So, where does the idea that interest rates can be made artificially low or artificially high arise from?

The notion of an artificially low or high interest rate implies the existence of a natural interest rate, from which the market rate diverges. It is a widely-held notion, and indeed, Ron Paul made reference to the notion of a natural rate of interest in his debate with Paul Krugman last year. A widely-used definition of the “natural rate of interest” appears in Wicksell (1898):

There is a certain rate of interest on loans which is neutral in respect to commodity prices, and tends neither to raise nor to lower them.

This is easy to define and hard to calculate. It is whatever interest rate yields a zero-percent inflationary level. Because interest rates have a nonlinear relationship with inflation, it is difficult to say precisely what the natural interest rate is at any given time, but Wicksell’s definition specifies that a positive inflation rate means the market rate is above the natural rate, and a negative inflation rate means the market is below the natural rate. (Interestingly, it should be noted that the historical Federal Funds Rate comes pretty close to loosely approximating the historical difference between 0 and the CPI rate, despite questions of whether the CPI really reflects the true price level due to not including housing and equity markets which often record much greater gains or greater losses than consumer prices).

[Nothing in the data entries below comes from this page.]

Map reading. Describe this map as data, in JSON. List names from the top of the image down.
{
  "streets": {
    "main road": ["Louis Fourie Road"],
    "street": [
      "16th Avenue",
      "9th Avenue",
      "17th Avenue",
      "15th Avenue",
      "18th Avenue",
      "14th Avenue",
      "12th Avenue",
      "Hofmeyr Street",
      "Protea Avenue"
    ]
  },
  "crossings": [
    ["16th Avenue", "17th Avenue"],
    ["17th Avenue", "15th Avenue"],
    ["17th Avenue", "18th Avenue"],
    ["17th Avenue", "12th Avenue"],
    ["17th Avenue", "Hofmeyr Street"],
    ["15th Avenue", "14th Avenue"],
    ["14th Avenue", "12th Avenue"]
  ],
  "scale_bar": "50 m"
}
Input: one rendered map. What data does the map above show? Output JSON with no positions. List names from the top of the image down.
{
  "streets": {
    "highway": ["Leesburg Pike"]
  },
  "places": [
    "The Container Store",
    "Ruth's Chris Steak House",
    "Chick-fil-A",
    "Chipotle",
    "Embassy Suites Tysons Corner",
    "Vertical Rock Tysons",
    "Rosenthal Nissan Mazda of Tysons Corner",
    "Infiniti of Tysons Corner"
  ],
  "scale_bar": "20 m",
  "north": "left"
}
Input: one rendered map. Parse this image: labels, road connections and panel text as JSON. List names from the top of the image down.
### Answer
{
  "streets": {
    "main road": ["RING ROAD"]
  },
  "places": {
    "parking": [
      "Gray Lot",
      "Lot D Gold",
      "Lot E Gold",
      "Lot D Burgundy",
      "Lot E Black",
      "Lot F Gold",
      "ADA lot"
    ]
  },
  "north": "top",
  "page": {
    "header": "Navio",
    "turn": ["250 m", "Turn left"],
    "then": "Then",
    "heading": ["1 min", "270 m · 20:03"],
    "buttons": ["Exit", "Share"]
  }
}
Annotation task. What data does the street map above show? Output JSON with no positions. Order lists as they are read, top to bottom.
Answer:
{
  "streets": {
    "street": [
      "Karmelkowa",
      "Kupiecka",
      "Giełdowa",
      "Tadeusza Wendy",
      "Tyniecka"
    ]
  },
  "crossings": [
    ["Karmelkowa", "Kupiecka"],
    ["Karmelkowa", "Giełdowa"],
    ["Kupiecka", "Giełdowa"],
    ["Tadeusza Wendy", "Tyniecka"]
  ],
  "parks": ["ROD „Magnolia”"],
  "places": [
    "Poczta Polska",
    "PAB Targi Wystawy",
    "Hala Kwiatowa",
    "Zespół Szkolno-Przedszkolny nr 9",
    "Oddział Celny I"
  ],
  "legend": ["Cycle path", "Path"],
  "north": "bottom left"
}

The notion of a natural rate of interest is interesting and helpful — certainly, high levels of inflation can be challenged through decreasing interest rates (or more generally increasing credit-availability), and deflation can be challenged by decreasing interest rates (or more generally increasing credit availability). If the goal of monetary policy is price stability, then the notion of a “natural interest rate” as a guide for monetary policy is useful.

But policies of macrostabilisation have been strongly questioned by the work of Hyman Minsky, which posited the idea that stability is itself destabilising, because it leads to overconfidence which itself results in malinvestment and credit and price bubbles.

Austrian Business Cycle Theory (ABCT) developed by Ludwig von Mises and Friedrich Hayek, most influentially in Mises’ 1912 work The Theory of Money and Credit, theorises that the business cycle is caused by credit expansion (often fuelled by excessively low interest rates) which pours into unsustainable projects. The end of this credit expansion (as a result of a collapse resulting from excessive leverage, or from the failure of unsustainable projects, or from general overproduction, or for some other reason) results in a panic and bust. According to ABCT, the underlying issue is that the banking system made money cheaply available, and the market rate of interest falls beneath the natural rate of interest, manifesting as price inflation.

I do not dispute the idea that bubbles tend to coincide with credit expansion and easy lending. But it is tough to say whether credit expansion is a consequence or a cause of the bubble. What is the necessary precursor of an unsustainable credit expansion? Overconfidence, and the idea that prices will just keep going up when sooner or later the credit expansion will run out steam. This could be the overconfidence of central bankers, who believe that macrostabilisation policies have produced a “Great Moderation”, or the overconfidence of traders who hope to get rich quick, or the overconfidence of homeowners who see rising home prices as an easy opportunity to remortgage and consume more, or the overconfidence of private banks who hope to make bumper gains on loans or loan-related securities (Carl Menger noted that fractional reserve banking and credit-fuelled bubbles originated in economies with no central bank, in contradiction of those ABCT-advocates who go so far as to say that without central banking there would be no business cycle at all).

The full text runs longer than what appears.